Extracted records:
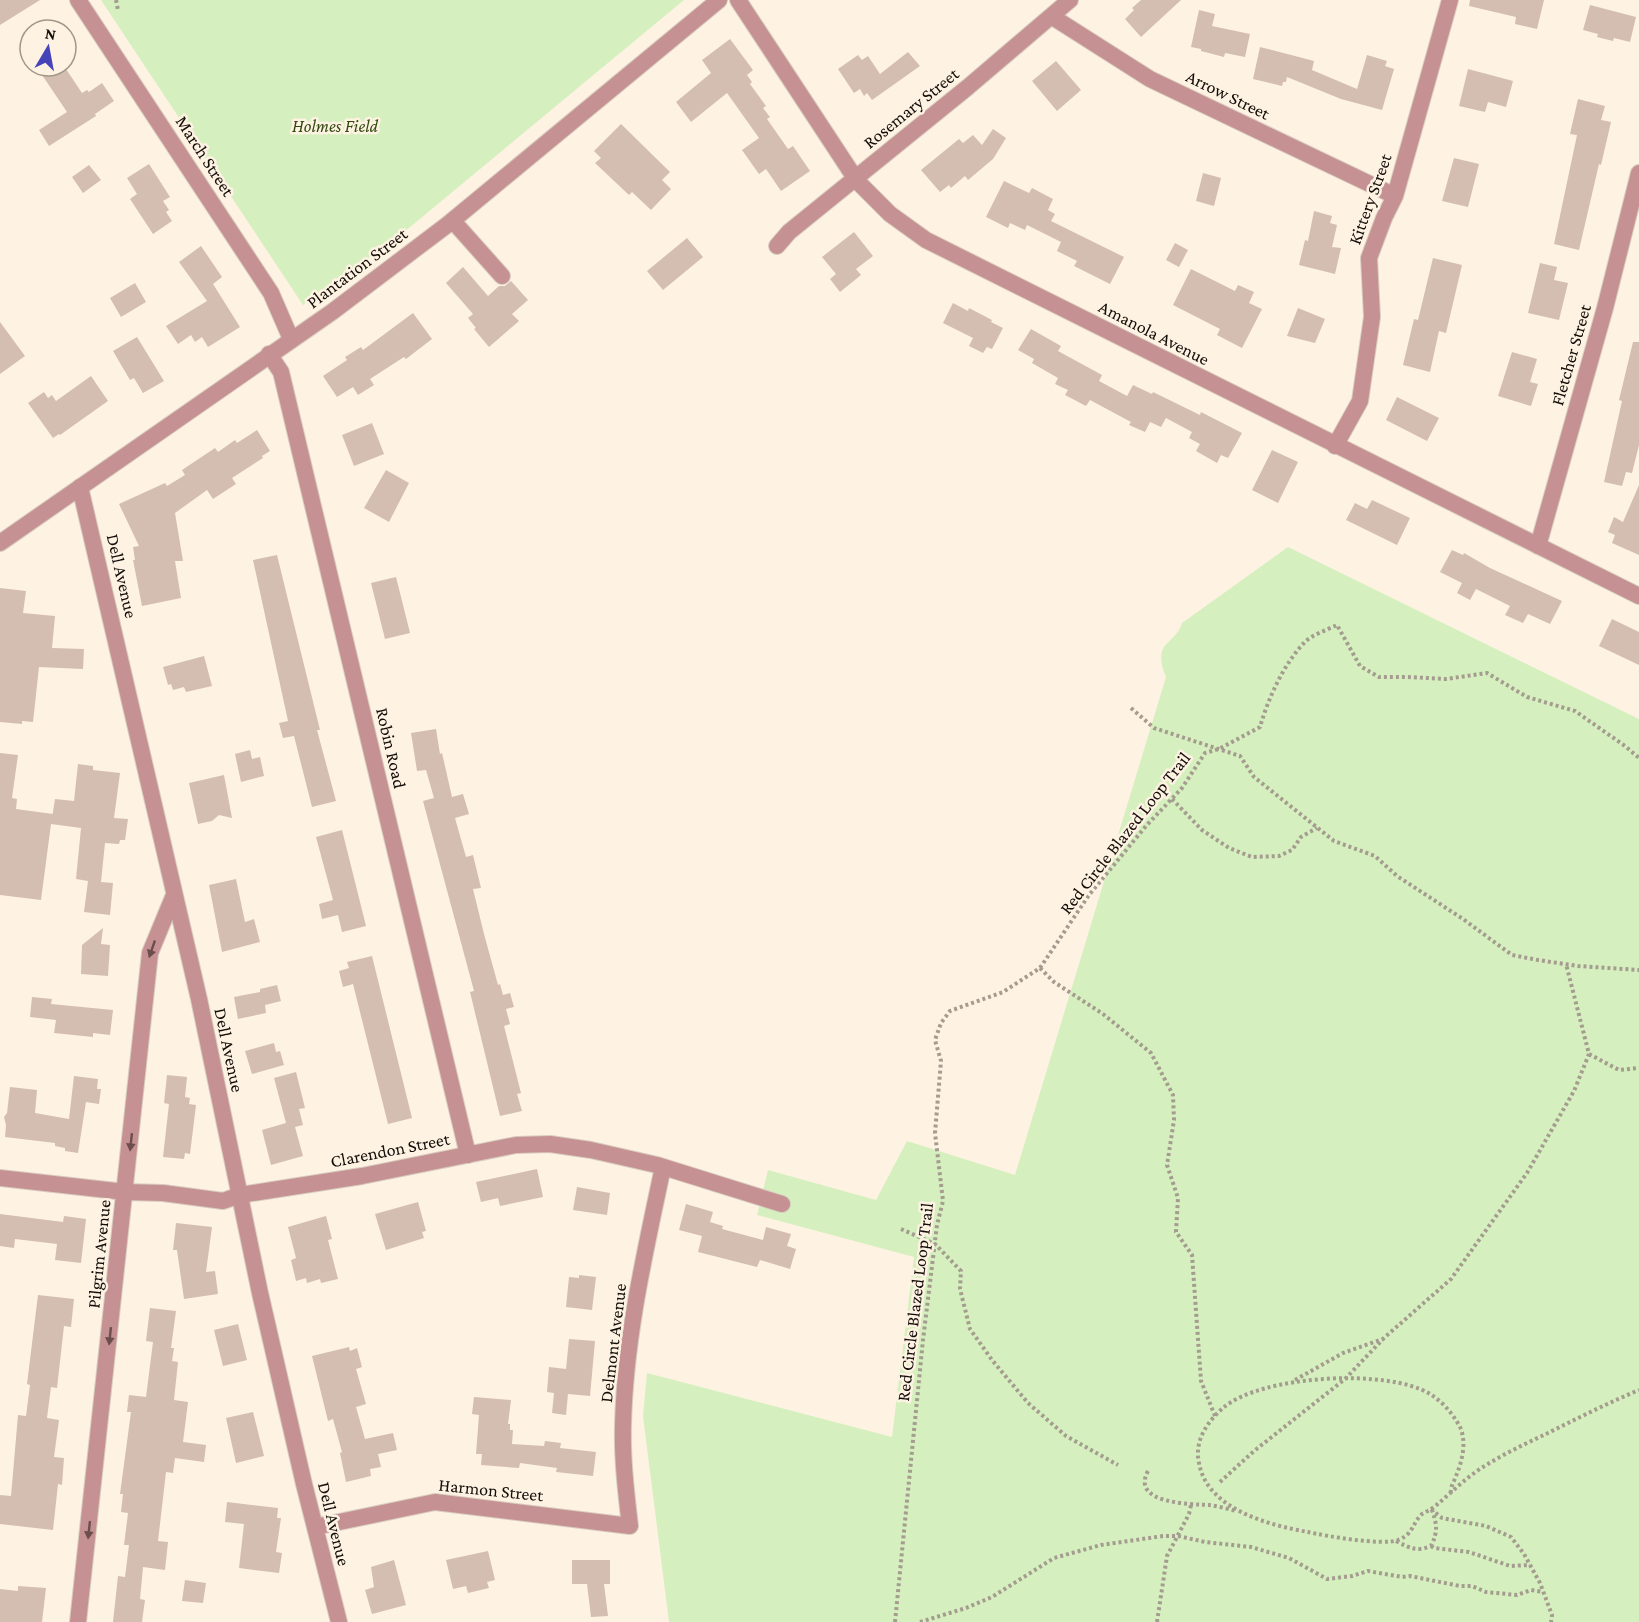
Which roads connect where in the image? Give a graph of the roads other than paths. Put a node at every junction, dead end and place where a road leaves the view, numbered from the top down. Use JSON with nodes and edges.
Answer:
{"nodes":[{"id":1,"x":78,"y":0,"type":"edge"},
{"id":2,"x":719,"y":0,"type":"edge"},
{"id":3,"x":738,"y":0,"type":"edge"},
{"id":4,"x":1070,"y":0,"type":"edge"},
{"id":5,"x":1450,"y":0,"type":"edge"},
{"id":6,"x":1051,"y":16,"type":"junction"},
{"id":7,"x":1639,"y":173,"type":"edge"},
{"id":8,"x":856,"y":178,"type":"junction"},
{"id":9,"x":1395,"y":196,"type":"junction"},
{"id":10,"x":453,"y":220,"type":"junction"},
{"id":11,"x":777,"y":246,"type":"dead end"},
{"id":12,"x":502,"y":276,"type":"dead end"},
{"id":13,"x":291,"y":339,"type":"junction"},
{"id":14,"x":269,"y":354,"type":"junction"},
{"id":15,"x":1335,"y":446,"type":"junction"},
{"id":16,"x":80,"y":487,"type":"junction"},
{"id":17,"x":0,"y":543,"type":"edge"},
{"id":18,"x":1538,"y":546,"type":"junction"},
{"id":19,"x":1639,"y":596,"type":"edge"},
{"id":20,"x":175,"y":895,"type":"junction"},
{"id":21,"x":468,"y":1155,"type":"junction"},
{"id":22,"x":663,"y":1167,"type":"junction"},
{"id":23,"x":0,"y":1178,"type":"edge"},
{"id":24,"x":125,"y":1192,"type":"junction"},
{"id":25,"x":240,"y":1196,"type":"junction"},
{"id":26,"x":782,"y":1204,"type":"dead end"},
{"id":27,"x":630,"y":1526,"type":"joint"},
{"id":28,"x":315,"y":1527,"type":"junction"},
{"id":29,"x":78,"y":1622,"type":"edge"},
{"id":30,"x":339,"y":1622,"type":"edge"}],
"edges":[{"from":1,"to":13,"type":"street","name":"March Street"},
{"from":2,"to":10,"type":"street","name":"Plantation Street"},
{"from":3,"to":8,"type":"street","name":"Amanola Avenue"},
{"from":4,"to":6,"type":"street","name":"Rosemary Street"},
{"from":5,"to":9,"type":"street","name":"Kittery Street"},
{"from":6,"to":8,"type":"street","name":"Rosemary Street"},
{"from":6,"to":9,"type":"street","name":"Arrow Street"},
{"from":7,"to":18,"type":"street","name":"Fletcher Street"},
{"from":8,"to":11,"type":"street","name":"Rosemary Street"},
{"from":8,"to":15,"type":"street","name":"Amanola Avenue"},
{"from":9,"to":15,"type":"street","name":"Kittery Street"},
{"from":10,"to":12,"type":"street"},
{"from":10,"to":13,"type":"street","name":"Plantation Street"},
{"from":13,"to":14,"type":"street","name":"Plantation Street"},
{"from":14,"to":16,"type":"street","name":"Plantation Street"},
{"from":14,"to":21,"type":"street","name":"Robin Road"},
{"from":15,"to":18,"type":"street","name":"Amanola Avenue"},
{"from":16,"to":17,"type":"street","name":"Plantation Street"},
{"from":16,"to":20,"type":"street","name":"Dell Avenue"},
{"from":18,"to":19,"type":"street","name":"Amanola Avenue"},
{"from":20,"to":24,"type":"street","name":"Pilgrim Avenue","one_way":true},
{"from":20,"to":25,"type":"street","name":"Dell Avenue"},
{"from":21,"to":22,"type":"street","name":"Clarendon Street"},
{"from":21,"to":25,"type":"street","name":"Clarendon Street"},
{"from":22,"to":26,"type":"street","name":"Clarendon Street"},
{"from":22,"to":27,"type":"street","name":"Delmont Avenue"},
{"from":23,"to":24,"type":"street","name":"Clarendon Street"},
{"from":24,"to":25,"type":"street","name":"Clarendon Street"},
{"from":24,"to":29,"type":"street","name":"Pilgrim Avenue","one_way":true},
{"from":25,"to":28,"type":"street","name":"Dell Avenue"},
{"from":27,"to":28,"type":"street","name":"Harmon Street"},
{"from":28,"to":30,"type":"street","name":"Dell Avenue"}]}
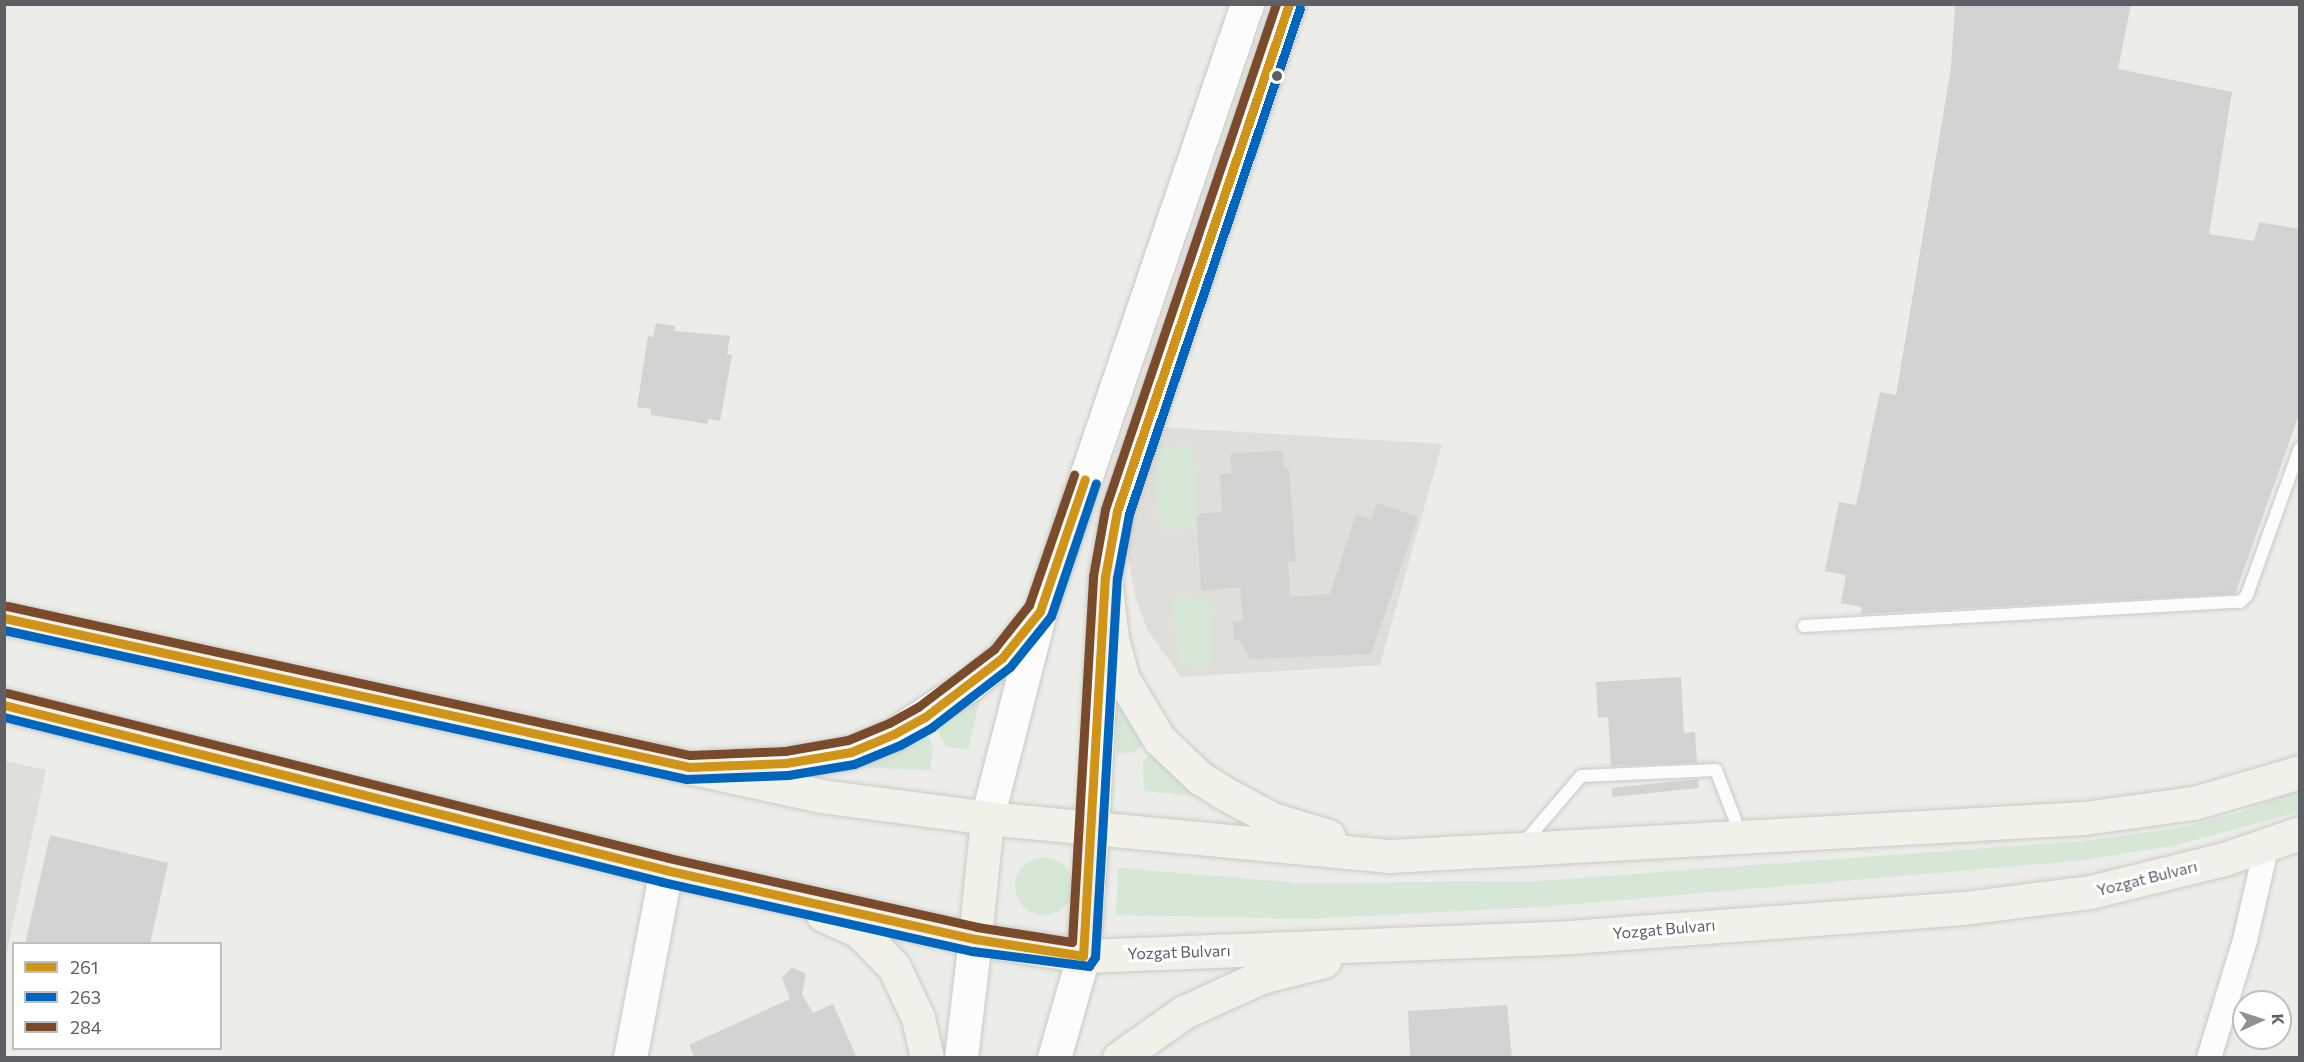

Required work:
A verbatim reproduction of each entry is expected, with every picture omitted.

Result of the task:
Which roads connect where in the image? Give a graph of the roads other than paths. Put a node at every junction, dead end and place where a road leaves the view, numbered from the top down. Use JSON with nodes and edges.
Answer:
{"nodes":[{"id":1,"x":78,"y":0,"type":"edge"},
{"id":2,"x":719,"y":0,"type":"edge"},
{"id":3,"x":738,"y":0,"type":"edge"},
{"id":4,"x":1070,"y":0,"type":"edge"},
{"id":5,"x":1450,"y":0,"type":"edge"},
{"id":6,"x":1051,"y":16,"type":"junction"},
{"id":7,"x":1639,"y":173,"type":"edge"},
{"id":8,"x":856,"y":178,"type":"junction"},
{"id":9,"x":1395,"y":196,"type":"junction"},
{"id":10,"x":453,"y":220,"type":"junction"},
{"id":11,"x":777,"y":246,"type":"dead end"},
{"id":12,"x":502,"y":276,"type":"dead end"},
{"id":13,"x":291,"y":339,"type":"junction"},
{"id":14,"x":269,"y":354,"type":"junction"},
{"id":15,"x":1335,"y":446,"type":"junction"},
{"id":16,"x":80,"y":487,"type":"junction"},
{"id":17,"x":0,"y":543,"type":"edge"},
{"id":18,"x":1538,"y":546,"type":"junction"},
{"id":19,"x":1639,"y":596,"type":"edge"},
{"id":20,"x":175,"y":895,"type":"junction"},
{"id":21,"x":468,"y":1155,"type":"junction"},
{"id":22,"x":663,"y":1167,"type":"junction"},
{"id":23,"x":0,"y":1178,"type":"edge"},
{"id":24,"x":125,"y":1192,"type":"junction"},
{"id":25,"x":240,"y":1196,"type":"junction"},
{"id":26,"x":782,"y":1204,"type":"dead end"},
{"id":27,"x":630,"y":1526,"type":"joint"},
{"id":28,"x":315,"y":1527,"type":"junction"},
{"id":29,"x":78,"y":1622,"type":"edge"},
{"id":30,"x":339,"y":1622,"type":"edge"}],
"edges":[{"from":1,"to":13,"type":"street","name":"March Street"},
{"from":2,"to":10,"type":"street","name":"Plantation Street"},
{"from":3,"to":8,"type":"street","name":"Amanola Avenue"},
{"from":4,"to":6,"type":"street","name":"Rosemary Street"},
{"from":5,"to":9,"type":"street","name":"Kittery Street"},
{"from":6,"to":8,"type":"street","name":"Rosemary Street"},
{"from":6,"to":9,"type":"street","name":"Arrow Street"},
{"from":7,"to":18,"type":"street","name":"Fletcher Street"},
{"from":8,"to":11,"type":"street","name":"Rosemary Street"},
{"from":8,"to":15,"type":"street","name":"Amanola Avenue"},
{"from":9,"to":15,"type":"street","name":"Kittery Street"},
{"from":10,"to":12,"type":"street"},
{"from":10,"to":13,"type":"street","name":"Plantation Street"},
{"from":13,"to":14,"type":"street","name":"Plantation Street"},
{"from":14,"to":16,"type":"street","name":"Plantation Street"},
{"from":14,"to":21,"type":"street","name":"Robin Road"},
{"from":15,"to":18,"type":"street","name":"Amanola Avenue"},
{"from":16,"to":17,"type":"street","name":"Plantation Street"},
{"from":16,"to":20,"type":"street","name":"Dell Avenue"},
{"from":18,"to":19,"type":"street","name":"Amanola Avenue"},
{"from":20,"to":24,"type":"street","name":"Pilgrim Avenue","one_way":true},
{"from":20,"to":25,"type":"street","name":"Dell Avenue"},
{"from":21,"to":22,"type":"street","name":"Clarendon Street"},
{"from":21,"to":25,"type":"street","name":"Clarendon Street"},
{"from":22,"to":26,"type":"street","name":"Clarendon Street"},
{"from":22,"to":27,"type":"street","name":"Delmont Avenue"},
{"from":23,"to":24,"type":"street","name":"Clarendon Street"},
{"from":24,"to":25,"type":"street","name":"Clarendon Street"},
{"from":24,"to":29,"type":"street","name":"Pilgrim Avenue","one_way":true},
{"from":25,"to":28,"type":"street","name":"Dell Avenue"},
{"from":27,"to":28,"type":"street","name":"Harmon Street"},
{"from":28,"to":30,"type":"street","name":"Dell Avenue"}]}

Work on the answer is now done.